52 In Ashfield Municipal Council v RTA of NSW [2000] NSWLEC 117 I followed Bannon J’s discount decision in Hornsby. The RTA resumed lands, held by the Council under a trust, to construct the “City West Link Road”. The Court of Appeal held in Ashfield Municipal Council v Roads and Traffic Authority of New South Wales (2001) 117 LGERA 203 (“Ashfield CoA”) that I had “erred in law” by applying the 66 2/3% discount, stating (at [109]):

          There is no practice or principle of law which makes a two-thirds discount appropriate in itself to a case involving restrictions of the type with which we are concerned. Every case turns upon its own facts ”. (emphasis added)

53 In Canterbury the resumed land had as its highest and best use active and/or passive open space , and most of it was classified community land. Pearlman J applied a 50% discount to the value of residential sales to take into account both the open space zoning and community land classification (see pars [25], [28] and [38] of Her Honour’s decision).

54 Blacktown No1 involved the resumption of land approximately 170m long and 6m wide for the purposes of road widening. The zoning of the land was Open Space 6A Public Recreation under the applicable LEP and the land was subject to a community land classification. The valuers agreed that the highest and best use of the land was for community open space purposes, and there were no comparable sales. Lloyd J discounted the value of two residential parcels within the locality by 50% (adjusted to take into account any movement in price since the sale) “to reflect both the fact that it was community land and its zoning for open space purposes” (at [19]).

55 In Blacktown No2 the RTA again acquired Council land for road purposes. The acquired land was zoned 6(a) Open Space under the applicable LEP, with part of the land being classified as community land. Bignold J discounted the value of residential parcels in the locality by 50%, “reflecting in an undifferentiated manner both the open space zoning of the subject land and its classification as ‘community land’ under the LG Act” (par [46]). (Bignold J’s decision was upheld on appeal and I will return to this case later in this judgment).

56 In Leichhardt CoA the acquired land was unzoned at the date of acquisition, but adjoined a park which was used for active recreation and was zoned open space under the applicable LEP. The whole parcel, comprising the acquired and residue land was subject to a community land classification.

57 At first instance - [2005] NSWLEC 86 (“Leichhardt”) – the parties agreed that the unzoned acquired land had an underlying open space zoning, and that that was its highest and best use. Lloyd J referred to Corrie v MacDermott, and to the Court of Appeal’s decisions in Hornsby CoA, Roads and Traffic Authority of New South Wales v Hurstville City Council (2001) 112 LGERA 223, and Ashfield CoA. His Honour rejected a submission by the Council’s Senior Counsel, Mr Roberston, to the effect that “Corrie v MacDermott and the cases which follow and apply it may no longer be good law”. His Honour said (at [38]):

          The difficulty I have with the submission is that decisions of the Court of Appeal (and, of course, the High Court) are binding upon me. It is not open to me, a trial judge, to hold that decisions of the Court of Appeal are wrongly decided.

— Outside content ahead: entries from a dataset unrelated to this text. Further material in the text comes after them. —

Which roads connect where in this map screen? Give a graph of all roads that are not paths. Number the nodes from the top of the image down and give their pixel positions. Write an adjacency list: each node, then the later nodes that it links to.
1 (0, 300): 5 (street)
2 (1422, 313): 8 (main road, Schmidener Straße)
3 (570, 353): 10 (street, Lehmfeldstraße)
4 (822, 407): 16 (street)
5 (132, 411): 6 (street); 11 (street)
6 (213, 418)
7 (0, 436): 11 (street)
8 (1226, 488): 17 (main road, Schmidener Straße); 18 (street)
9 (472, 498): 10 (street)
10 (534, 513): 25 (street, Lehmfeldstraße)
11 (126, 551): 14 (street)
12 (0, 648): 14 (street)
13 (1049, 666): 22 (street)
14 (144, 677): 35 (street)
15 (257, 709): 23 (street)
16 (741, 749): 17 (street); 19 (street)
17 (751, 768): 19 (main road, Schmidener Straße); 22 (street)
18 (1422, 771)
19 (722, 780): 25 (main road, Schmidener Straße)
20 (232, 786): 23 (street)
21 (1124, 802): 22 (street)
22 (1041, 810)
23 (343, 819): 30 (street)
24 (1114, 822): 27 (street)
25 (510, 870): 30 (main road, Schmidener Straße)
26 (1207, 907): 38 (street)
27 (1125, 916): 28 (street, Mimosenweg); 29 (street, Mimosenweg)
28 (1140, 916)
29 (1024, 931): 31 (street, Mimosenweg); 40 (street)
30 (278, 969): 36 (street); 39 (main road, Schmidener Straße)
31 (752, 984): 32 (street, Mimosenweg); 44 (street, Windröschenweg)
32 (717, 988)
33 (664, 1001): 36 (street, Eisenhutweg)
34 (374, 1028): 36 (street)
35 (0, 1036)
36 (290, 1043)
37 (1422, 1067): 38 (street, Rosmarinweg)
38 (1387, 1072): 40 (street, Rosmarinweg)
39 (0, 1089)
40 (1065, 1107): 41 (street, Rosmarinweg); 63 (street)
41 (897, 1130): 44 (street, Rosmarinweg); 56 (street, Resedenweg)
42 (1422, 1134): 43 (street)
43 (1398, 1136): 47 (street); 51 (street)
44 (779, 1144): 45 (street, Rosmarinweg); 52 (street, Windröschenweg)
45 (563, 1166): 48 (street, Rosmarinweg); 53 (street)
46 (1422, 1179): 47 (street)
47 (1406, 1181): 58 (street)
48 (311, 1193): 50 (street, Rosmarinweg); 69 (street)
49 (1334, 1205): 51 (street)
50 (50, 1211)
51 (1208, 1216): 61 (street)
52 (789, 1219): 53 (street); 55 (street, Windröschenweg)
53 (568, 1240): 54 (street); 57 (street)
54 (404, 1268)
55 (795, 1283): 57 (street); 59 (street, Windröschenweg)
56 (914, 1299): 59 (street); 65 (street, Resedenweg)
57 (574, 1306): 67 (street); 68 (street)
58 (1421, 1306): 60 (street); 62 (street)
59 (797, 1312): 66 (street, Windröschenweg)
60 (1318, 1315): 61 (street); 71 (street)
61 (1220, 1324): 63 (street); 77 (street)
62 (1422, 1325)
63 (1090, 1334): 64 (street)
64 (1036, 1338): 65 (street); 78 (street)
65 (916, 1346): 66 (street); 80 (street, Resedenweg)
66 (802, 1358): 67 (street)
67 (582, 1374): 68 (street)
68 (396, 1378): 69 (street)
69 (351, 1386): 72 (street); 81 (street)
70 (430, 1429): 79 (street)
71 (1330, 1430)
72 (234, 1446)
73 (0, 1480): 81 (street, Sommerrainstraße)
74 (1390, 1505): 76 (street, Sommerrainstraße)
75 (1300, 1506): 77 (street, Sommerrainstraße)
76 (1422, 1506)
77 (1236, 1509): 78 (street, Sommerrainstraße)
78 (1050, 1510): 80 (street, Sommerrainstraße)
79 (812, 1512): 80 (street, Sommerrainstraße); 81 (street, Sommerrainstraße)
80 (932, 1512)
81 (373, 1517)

I am bound by the decisions of the Court of Appeal in Hornsby, Hurstville and Ashfield. Apart from the High Court, only the Court of Appeal itself can overrule its own decisions, just as only the High Court that can overrule its own decisions. The Court of Appeal decisions, to which I have referred, adopt Corrie v MacDermott as correctly stating the relevant principles. I have no option but to follow and apply those principles ”.

58 Lloyd J allowed an 80% discount to take into account the restrictions imposed on the acquired land, and the case went on appeal. Speaking for a bench of 5, Spigelman CJ was not entirely clear whether Lloyd J was referring to restrictions flowing from classification alone or from the open space zoning as well (see [72]-[73]).

59 Spigelman CJ said at [26]):

          Corrie v MacDermott should be understood as an application of the concept of "value to the owner". This unifying concept was most commonly applied to increase the amount of compensation over market value when the land had a positive special value to the owner. In Corrie v MacDermott the concept was applied to reduce the compensation when the land had what could be described as a negative special value to the owner.

60 His Honour opined (at [14]) that the principle in Corrie v MacDermott applied to various restrictions such as those flowing from zoning, but held (in [17]) that:

          for the purposes of s 56(1) of the Land Acquisition Act, the statutory prohibition on sale of community land cannot be taken into account under the principle of Corrie v McDermott, when determining the market value of the acquired land ”.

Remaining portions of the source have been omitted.